Our Hummingbird Feeder Activity Kit provides all of the materials you need for each participant to assemble their very own feeder. First they build a gorgeous flower craft around a special tube that will hold the "nectar". Hang the feeder outdoors and watch as hummingbirds are attracted to the red and orange colors and extract the nectar with their long bills.
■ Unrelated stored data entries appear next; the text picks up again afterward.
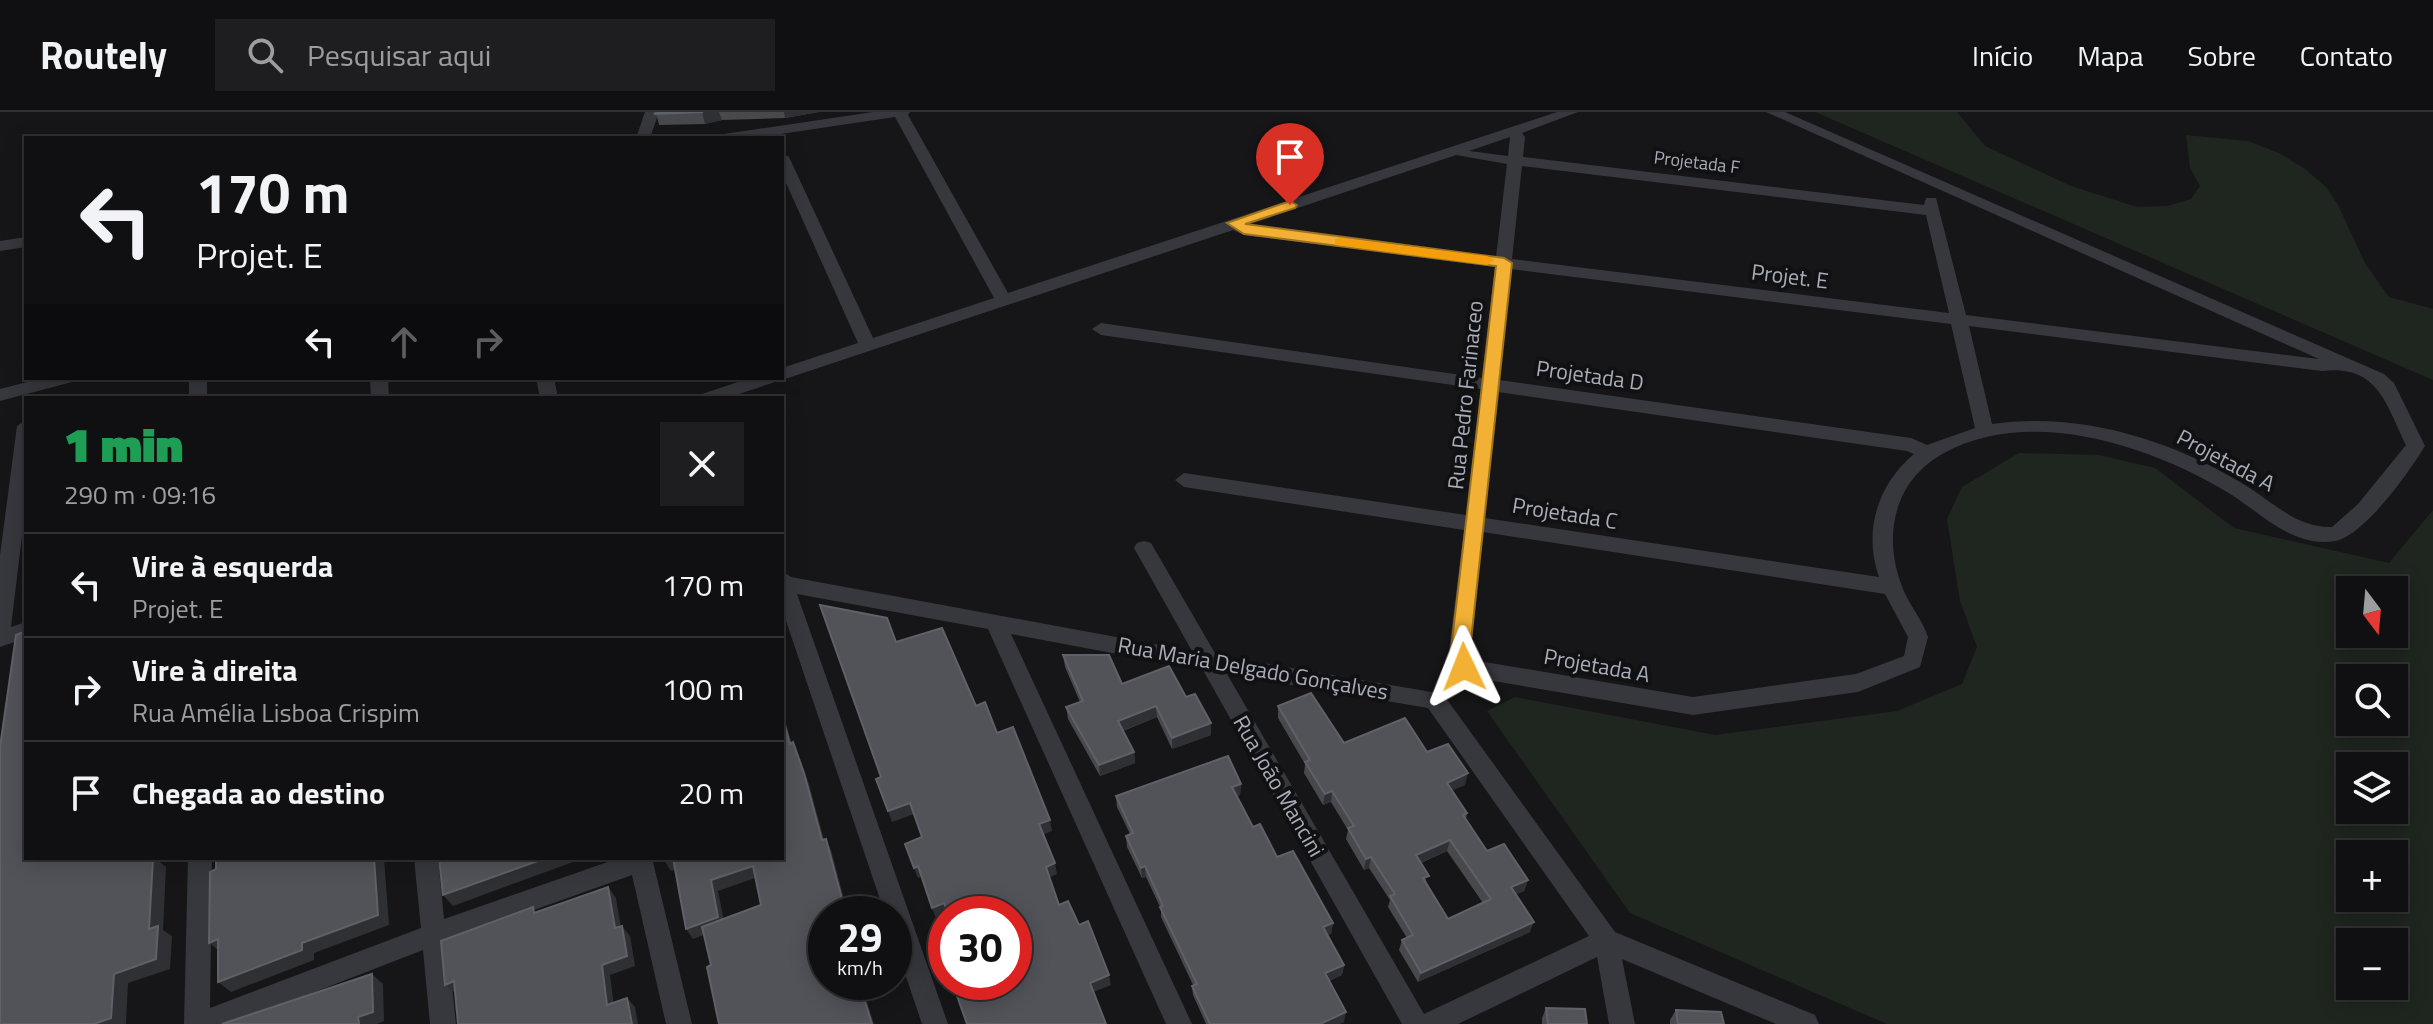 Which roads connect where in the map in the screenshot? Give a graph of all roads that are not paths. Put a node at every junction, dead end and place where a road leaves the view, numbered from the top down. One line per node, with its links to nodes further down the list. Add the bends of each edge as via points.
1 (652, 112): 7 (street)
2 (900, 112): 6 (street); 17 (street)
3 (1571, 112): 5 (street)
4 (1773, 112): 11 (street, Projetada A)
5 (1513, 131): 8 (street); 10 (street, Rua Pedro Farinaceo, via 1518,137)
6 (772, 135)
7 (644, 136)
8 (1457, 150): 10 (street, Projetada F); 13 (street)
9 (784, 161): 20 (street)
10 (1516, 161): 12 (street, Projetada F); 16 (street, Rua Pedro Farinaceo)
11 (1932, 182): 12 (street, via 1928,190); 21 (street, Projetada A)
12 (1933, 211): 18 (street)
13 (1234, 223): 16 (street, Projet. E, via 1244,230); 17 (street)
14 (24, 242): 15 (street)
15 (0, 246)
16 (1504, 263): 18 (street, Projet. E); 25 (street, Rua Pedro Farinaceo)
17 (1004, 300): 20 (street)
18 (1959, 320): 21 (street, Projet. E, via 2322,365); 29 (street)
19 (1101, 329): 25 (street, Projetada D)
20 (868, 346): 22 (street)
21 (2343, 362): 29 (street, Projetada A, via 2385,383 2416,446 2347,528 2334,534 2293,526 2231,485 2147,447 2062,429)
22 (784, 373)
23 (59, 380): 26 (street)
24 (761, 380): 27 (street)
25 (1490, 385): 31 (street, Projetada D, via 1911,445); 33 (street, Rua Pedro Farinaceo)
26 (31, 388): 28 (street)
27 (713, 392)
28 (0, 395)
29 (1985, 432): 31 (street, Projetada A)
30 (24, 442): 40 (street)
31 (1927, 453): 36 (street, Projetada A, via 1900,478 1884,509 1881,546)
32 (1184, 480): 33 (street, Projetada C)
33 (1475, 524): 36 (street, Projetada C); 42 (street, Rua Pedro Farinaceo, via 1460,650)
34 (1144, 548): 41 (street, Rua João Mancini)
35 (784, 582): 38 (street, Rua Maria Delgado Gonçalves)
36 (1892, 587): 42 (street, Projetada A, via 1915,627 1917,654 1913,661 1858,683 1693,706)
37 (784, 588): 51 (street)
38 (995, 622): 41 (street, Rua Maria Delgado Gonçalves); 52 (street)
39 (24, 631): 40 (street)
40 (0, 637)
41 (1207, 662): 47 (street, Rua Maria Delgado Gonçalves, via 1435,700); 53 (street, Rua João Mancini)
42 (1464, 667)
43 (200, 860): 48 (street)
44 (426, 860): 46 (street)
45 (640, 860): 46 (street); 50 (street)
46 (435, 934): 48 (street); 49 (street)
47 (1606, 940): 54 (street); 55 (street); 56 (street)
48 (199, 1024)
49 (443, 1024)
50 (679, 1024)
51 (935, 1024)
52 (1179, 1024)
53 (1416, 1024)
54 (1431, 1024)
55 (1622, 1024)
56 (1806, 1024)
A great craft AND a real, functional hummingbird feeder!
Ages 5 & up.
Unit Goals & Concepts:
- Introduce participants to the wonderful and amazing attributes of hummingbirds.
- Understand how and why hummingbirds are able to fly differently from all other birds and why this is important.
- Learn about hummingbirds role in pollination and the food web.
- Create a beautiful and functional craft!
- Custom die-cut 2 piece flowers.
- Chenille stem to represent Stamens with Anthers.
- Nectar tubes and instructions for how to make "nectar".
- Our Exclusive Activity Guide provides instructors with all of the information they need to teach children about Hummingbirds and detailed instructions for how to make the feeder.
General: National Science Education Standard NS.K-4.3 and NS.5-8.3 Life Science.
Content Standard C: The Characteristics of Organisms (K-4)
Each plant or animal has different structures that serve different functions in growth, survival, and reproduction.Organisms have basic needs. Organisms can survive only in environments in which their needs can be met.
Organisms and their Environments (K-4)
An organism’s patterns of behavior are related to the nature of that organism’s environment.
All animals depend on plants. Some animals eat plants for food. Other animals eat animals that eat plants.
Life Cycles of Organisms (K-4)
Plants and animals have life cycles that include being born, developing into adults, reproducing, and eventually dying.
Reproduction and Heredity (5-8)
The characteristics of an organism can be described in terms of a combination of traits. Some traits are inherited and others result from interactions with the environment.
Reproduction is a characteristic of all living systems; because no individual organism lives forever, reproduction is essential to the continuation of every species.
Specific (California standards):
(K.2a) Students know how to observe and describe similarities and differences in the appearance and behavior of plants and animals.
(K.2c) Students know how to identify major structures of common plants and animals.
(1.2a) Students know different plants and animals inhabit different kinds of environments and have external features that help them thrive in different kinds of places.
(1.2b) Students know both plants and animals need water, animals need food, and plants need light.
(1.4b) Record observations and data with pictures, numbers, or written statements.
(2.2a) Students know that organisms reproduce offspring of their own kind and that the offspring resemble their parents and one another.
(3.3a) Students know plants have structures that serve different functions in growth, survival, and reproduction.
(4.3c) Students know many plants depend on animals for pollination and seed dispersal, and animals depend on plants for food and shelter.